>>>

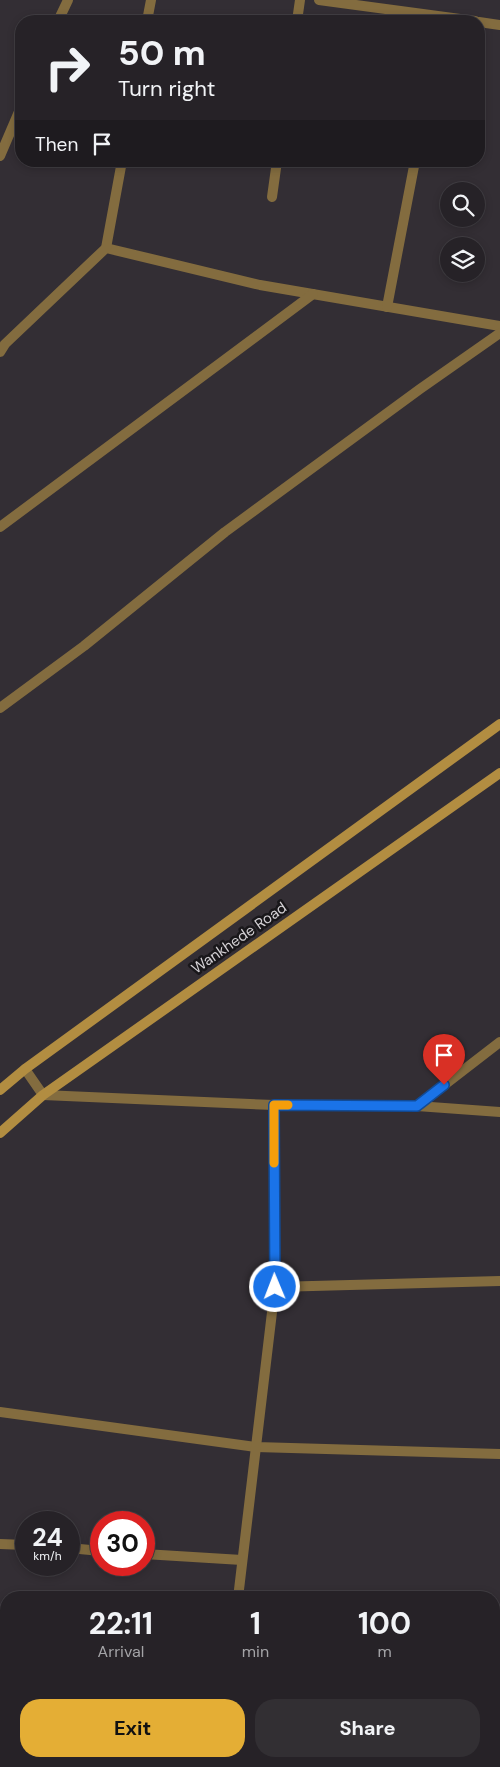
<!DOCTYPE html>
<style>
:root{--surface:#262227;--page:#322f33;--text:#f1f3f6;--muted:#a4a4a7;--line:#423f44;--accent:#e4ae35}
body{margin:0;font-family:"DM Sans",sans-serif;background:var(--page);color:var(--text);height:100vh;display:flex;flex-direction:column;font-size:19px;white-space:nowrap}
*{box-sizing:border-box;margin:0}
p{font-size:16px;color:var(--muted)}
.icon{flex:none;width:28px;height:28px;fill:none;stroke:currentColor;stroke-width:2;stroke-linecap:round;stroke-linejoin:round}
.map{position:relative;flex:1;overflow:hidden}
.sheet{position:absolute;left:0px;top:1591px;width:500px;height:176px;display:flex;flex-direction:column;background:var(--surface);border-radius:20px 20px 0 0;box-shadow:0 2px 8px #0003,0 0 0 1px var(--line)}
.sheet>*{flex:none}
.hud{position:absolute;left:15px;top:15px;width:470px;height:152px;border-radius:20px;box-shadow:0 2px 8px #0003,0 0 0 1px var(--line);background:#262227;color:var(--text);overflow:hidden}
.fabs{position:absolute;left:440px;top:182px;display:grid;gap:10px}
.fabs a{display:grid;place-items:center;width:45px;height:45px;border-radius:50%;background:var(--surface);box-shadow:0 2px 8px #0003,0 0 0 1px var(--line);font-size:25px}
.speed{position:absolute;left:15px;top:1511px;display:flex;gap:10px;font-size:25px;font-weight:700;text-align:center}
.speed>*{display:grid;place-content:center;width:65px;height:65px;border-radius:50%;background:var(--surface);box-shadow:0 2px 8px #0003,0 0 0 1px var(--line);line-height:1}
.speed small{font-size:12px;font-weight:400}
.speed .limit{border:8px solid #d22;background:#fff;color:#111}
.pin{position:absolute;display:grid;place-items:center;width:42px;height:42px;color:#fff;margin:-51px -21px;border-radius:50% 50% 50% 0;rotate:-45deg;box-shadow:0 0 5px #0007}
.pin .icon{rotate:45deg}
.me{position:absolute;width:55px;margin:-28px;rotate:359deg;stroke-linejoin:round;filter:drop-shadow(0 0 4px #0008)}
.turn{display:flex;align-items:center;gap:18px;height:105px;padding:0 20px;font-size:22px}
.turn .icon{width:65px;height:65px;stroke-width:2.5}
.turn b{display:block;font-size:35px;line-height:42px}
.then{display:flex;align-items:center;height:48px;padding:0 20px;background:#0003;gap:10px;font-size:19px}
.eta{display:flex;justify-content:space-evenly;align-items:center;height:85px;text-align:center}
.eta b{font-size:30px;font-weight:700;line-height:35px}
.action{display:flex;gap:10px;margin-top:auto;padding:10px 20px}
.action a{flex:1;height:58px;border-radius:20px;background:var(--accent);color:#111;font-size:20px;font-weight:700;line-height:58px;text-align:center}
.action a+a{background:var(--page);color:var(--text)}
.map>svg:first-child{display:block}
</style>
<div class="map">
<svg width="500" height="1767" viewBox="0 0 500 1767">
<rect width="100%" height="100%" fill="#332e34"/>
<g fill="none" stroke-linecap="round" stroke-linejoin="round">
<!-- lane -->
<g stroke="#836c3f" stroke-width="10">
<polyline points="58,21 68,0"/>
<polyline points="0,156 21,107"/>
</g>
<!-- street -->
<g stroke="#836c3f" stroke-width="10">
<polyline points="319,0 475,21"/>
<polyline points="147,21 151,0"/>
<polyline points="297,21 300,0"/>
<polyline points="479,22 500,25"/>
<polyline points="272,197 277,161"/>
<polyline points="106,248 260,285 500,326"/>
<polyline points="387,307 415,161"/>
<polyline points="0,352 5,344 106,248 122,161"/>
<polyline points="0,527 313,294"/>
<polyline points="0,708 84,646 225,532 420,389 500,333"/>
<polyline points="500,1042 417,1106 500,1112"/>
<polyline points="25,1069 43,1095 274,1105"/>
<polyline points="417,1106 274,1105 275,1287 500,1281"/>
<polyline points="0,1412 256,1447 500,1454"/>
<polyline points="0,1544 26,1545"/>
<polyline points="69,1548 101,1551"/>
<polyline points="144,1554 242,1560"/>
<polyline points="238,1598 275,1287"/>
<polyline points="494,1663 500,1611"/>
<polyline points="0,1713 6,1714"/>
<polyline points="218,1767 218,1761"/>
<polyline points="482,1767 482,1761"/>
</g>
<!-- secondary -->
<g stroke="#b28d41" stroke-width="10">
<polyline points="0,1090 25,1069 500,724"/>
<polyline points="0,1133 43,1095 500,773"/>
</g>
</g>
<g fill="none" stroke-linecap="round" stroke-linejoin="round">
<!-- route casing -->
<g stroke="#114b97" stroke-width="12">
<polyline id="route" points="275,1287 274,1105 417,1106 444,1085"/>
</g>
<!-- route -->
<use href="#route" stroke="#1a73e8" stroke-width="9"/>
<!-- slow -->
<polyline stroke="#f59e0b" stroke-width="9" points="274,1163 274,1105 288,1105"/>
</g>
<g text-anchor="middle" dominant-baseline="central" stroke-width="5" stroke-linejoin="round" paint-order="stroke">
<!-- street labels -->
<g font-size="15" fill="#d3d0d4" stroke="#19171a">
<text transform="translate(239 938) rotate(-35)">Wankhede Road</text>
</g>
</g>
</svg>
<div class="fabs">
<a><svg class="icon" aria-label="search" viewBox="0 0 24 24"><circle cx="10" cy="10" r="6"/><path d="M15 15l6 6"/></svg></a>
<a><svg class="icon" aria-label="layers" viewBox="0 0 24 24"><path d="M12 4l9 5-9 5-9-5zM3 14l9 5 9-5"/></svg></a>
</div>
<div class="speed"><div>24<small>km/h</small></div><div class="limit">30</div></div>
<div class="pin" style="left:444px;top:1085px;background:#d93025"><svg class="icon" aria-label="arrive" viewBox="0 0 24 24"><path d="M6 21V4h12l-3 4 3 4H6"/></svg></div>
<svg class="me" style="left:275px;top:1287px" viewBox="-20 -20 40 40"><circle r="17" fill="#1a73e8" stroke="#fff" stroke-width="3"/><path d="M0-11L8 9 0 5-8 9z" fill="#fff"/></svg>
<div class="hud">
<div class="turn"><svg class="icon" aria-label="right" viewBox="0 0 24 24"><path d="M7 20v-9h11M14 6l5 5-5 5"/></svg><div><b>50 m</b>Turn right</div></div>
<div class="then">Then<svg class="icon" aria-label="arrive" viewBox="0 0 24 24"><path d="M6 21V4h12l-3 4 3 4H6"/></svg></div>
</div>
<section class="sheet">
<div class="eta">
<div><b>22:11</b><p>Arrival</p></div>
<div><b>1</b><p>min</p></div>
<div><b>100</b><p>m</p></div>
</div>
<div class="action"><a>Exit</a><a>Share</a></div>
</section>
</div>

<<<

Find the string "fabs" in the material above. Then copy each line that has it.

.fabs{position:absolute;left:440px;top:182px;display:grid;gap:10px}
.fabs a{display:grid;place-items:center;width:45px;height:45px;border-radius:50%;background:var(--surface);box-shadow:0 2px 8px #0003,0 0 0 1px var(--line);font-size:25px}
<div class="fabs">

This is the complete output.